I removed the oven racks and the bottom cover. The bottom cover had 2 hand tight screws. Then I had to remove the silver sheet metal plate attached with 1 screw. Then I removed the 2 small screws that held the old Igniter in place. Then removed the 2 wire nuts connected to the oven wires. The new igniter fit in the same place as the old and I attached it using the same old screws. Then I connected the wires using the new wire nuts provided in the igniter kit. After testing the new igniter by turning the oven on to 200F, i replaced all the parts i removed including the silver plate the oven bottom and the racks.
I removed the bottom drawer from the oven, took my handy nut driver out and removed two screws from the round igniter. When it was loose from the oven I removed the two wire nuts conecting it to the power sourse, I reversed the process and it was working again.
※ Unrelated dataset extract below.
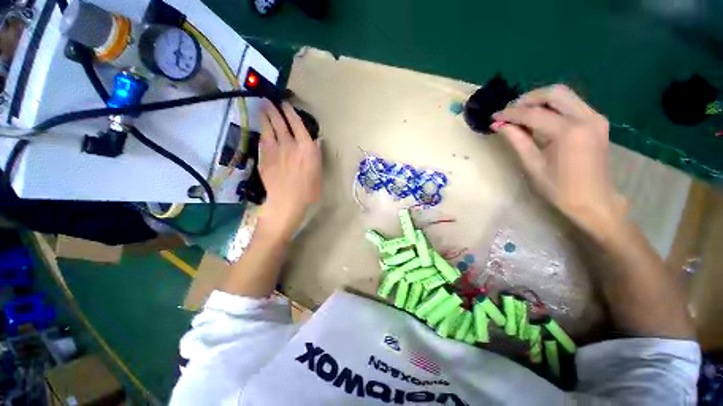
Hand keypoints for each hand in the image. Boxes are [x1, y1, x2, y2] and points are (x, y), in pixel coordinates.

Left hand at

One thing did go wrong my wife made me clean the oven that wasn't part of my plan :)
It was a few days before Thanksgiving and our oven went out. We had out of town guests coming for a week stay with us. I fortunately found the instruction manual and hopefully thought it was the igniter. I called Parts Select and unbelievably I received it the next day. I checked with the helpfull hints to installing it. It was easy and quick. The only problem I had was laying on the floor to long, I had trouble getting up. I'm 70 years old. Thank you Parts select for having the part and your incredible delivery.
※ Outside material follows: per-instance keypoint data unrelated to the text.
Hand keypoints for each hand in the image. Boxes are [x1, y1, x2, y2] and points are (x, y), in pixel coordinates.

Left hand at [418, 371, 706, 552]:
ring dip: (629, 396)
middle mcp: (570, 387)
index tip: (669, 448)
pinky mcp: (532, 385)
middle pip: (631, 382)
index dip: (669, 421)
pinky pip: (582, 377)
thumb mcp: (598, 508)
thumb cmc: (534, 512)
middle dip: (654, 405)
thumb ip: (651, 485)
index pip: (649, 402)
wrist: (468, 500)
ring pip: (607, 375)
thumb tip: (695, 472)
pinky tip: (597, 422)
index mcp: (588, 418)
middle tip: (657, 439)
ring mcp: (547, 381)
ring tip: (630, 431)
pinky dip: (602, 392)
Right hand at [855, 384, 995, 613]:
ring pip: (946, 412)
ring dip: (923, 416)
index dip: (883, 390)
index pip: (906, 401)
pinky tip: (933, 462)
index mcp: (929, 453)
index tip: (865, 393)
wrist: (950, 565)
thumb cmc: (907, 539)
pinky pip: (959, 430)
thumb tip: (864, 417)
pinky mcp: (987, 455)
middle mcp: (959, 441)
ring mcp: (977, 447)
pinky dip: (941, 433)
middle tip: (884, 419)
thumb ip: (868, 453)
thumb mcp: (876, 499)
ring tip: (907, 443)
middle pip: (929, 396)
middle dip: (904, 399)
The repair did not go well for the oven igniter. After I unfastened the defective igniter from the mount I tried to gently pull the ceramic wire connectors through the opening in the back of the oven. I pulled too hard and the wire connectors became disconnected and only the wires from the ingiter came through the opening. Now the wiring is trapped on the other side of the oven wall and I can't pull the wire through the opening (the oven is a wall unit). The wiring is actually also threaded through a second wall at the back of the oven and the wiring is trapped behind the second wall. I would need a long skinny hook to try to pry the wire from behind the second wall. I may need to call a professional after all. Jiggling the wires a bit in addition to gentle pulling may have worked, I don't know.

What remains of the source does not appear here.